Je n’ai pas besoin d’un héros, j’ai besoin de mon fils. J’ai besoin que mon enfant se batte et lutte pour la paix et l’avenir de son monde… Sans quoi, tout ce que j’ai fait jusqu’à présent n’aura servi à rien… Il y a tant de choses que je souhaiterai te raconter en ce moment, mais je vais devoir couper notre signal de communication d’ici peu. Même au Saint Royaume, nous avons notre lot de problèmes en ce moment. Les dieux renégats ont réussi à envoyer une armée de démons sur nos terres et nous devons conserver toute l’énergie possible, pour les jours à venir. J’ai dépassé la limite qu’on m’a accordée… Je…

Il y eux quelques bruits statiques, l’image d’Athéna se brouilla, ainsi que celle de Nash. Tous deux tentaient de dire quelque chose à Flint et la louve, mais ils ne réussirent pas à transmettre le message qu’ils comptaient leur dire.

Le blond vit son oncle s’approcher de lui, le visage rempli de culpabilité mais de compassion ; Flint ne le voyait déjà presque plus. Ce fut avec tristesse que les messagers spirituels saluèrent Flint et Dia.

Un moment plus tard, les images étranges de la déesse et de l’ancien brigadier disparurent… Ensuite, le temps reprit son cours normal.

Le cœur de Flint battait à une vitesse folle. Il se remettait à peine de ses émotions quand la louve s’affala au sol. Elle était déprimée et épuisée.

— Ne restons pas là, Dia, proposa l’ange à la louve. Rentrons manger un morceau. On reparlera de tout ça, lorsque nous aurons le ventre plein.

Elle accepta de le suivre, même si elle avait le cœur lourd.

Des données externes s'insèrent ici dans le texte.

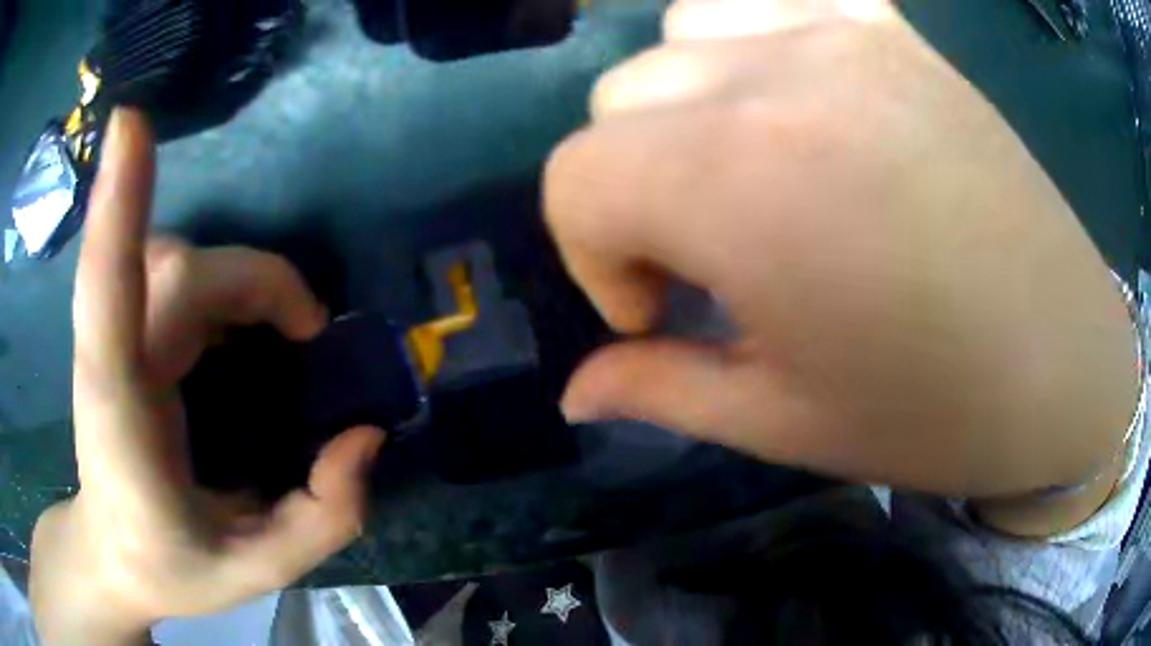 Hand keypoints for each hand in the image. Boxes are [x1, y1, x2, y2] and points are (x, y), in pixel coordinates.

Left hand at [30, 110, 384, 644]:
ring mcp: (113, 334)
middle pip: (175, 265)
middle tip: (310, 338)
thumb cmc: (170, 567)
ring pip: (171, 253)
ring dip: (237, 279)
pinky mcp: (123, 329)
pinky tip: (237, 324)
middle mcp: (110, 353)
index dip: (118, 201)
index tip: (131, 122)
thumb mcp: (257, 572)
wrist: (111, 555)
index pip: (106, 290)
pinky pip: (171, 266)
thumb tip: (365, 436)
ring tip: (281, 330)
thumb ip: (321, 518)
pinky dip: (219, 279)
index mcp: (121, 412)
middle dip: (253, 283)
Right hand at [546, 0, 1138, 504]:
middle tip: (710, 256)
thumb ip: (657, 390)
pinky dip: (751, 36)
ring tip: (748, 167)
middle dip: (633, 187)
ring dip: (683, 102)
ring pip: (681, 31)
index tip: (657, 308)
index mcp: (744, 184)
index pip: (575, 177)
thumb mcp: (782, 422)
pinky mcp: (893, 29)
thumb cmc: (935, 417)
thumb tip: (575, 391)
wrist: (1067, 367)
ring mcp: (842, 35)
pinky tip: (797, 98)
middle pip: (618, 99)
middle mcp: (779, 77)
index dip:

L’esprit élémentaire de la lumière et son porteur retournèrent au palais après ce qu’ils venaient d’expérimenter et se rendirent au réfectoire. Finalement, le brigadier se fichait bien de manger à la taverne, tel qu’il l’avait prévu. Elle n’était pas dans un bon état et le tavernier était absent, de toute façon. La vision que le jeune homme venait d’avoir de sa mère et de son oncle, l’avait complètement déstabilisé.

Pendant l’heure qui suivit, Flint et Dia gardèrent silence et se rapprochèrent l’un et l’autre. Ils se serraient comme un maître et son chien. Le blond ne trouvait plus les mots pour exprimer ce qu’il ressentait et la louve réalisait à quel point elle s’ennuyait d’Athéna. Malgré le fait qu’elle soit si attachée à sa vie sur cette planète, l’esprit de la lumière souhaitait revoir sa créatrice.

Ils partagèrent tous deux un plat de viandes et de frites, qui se refroidit lentement alors qu’ils réfléchissaient à des choses différentes. Sans qu’ils s’en rendent compte, l’après-midi était arrivé.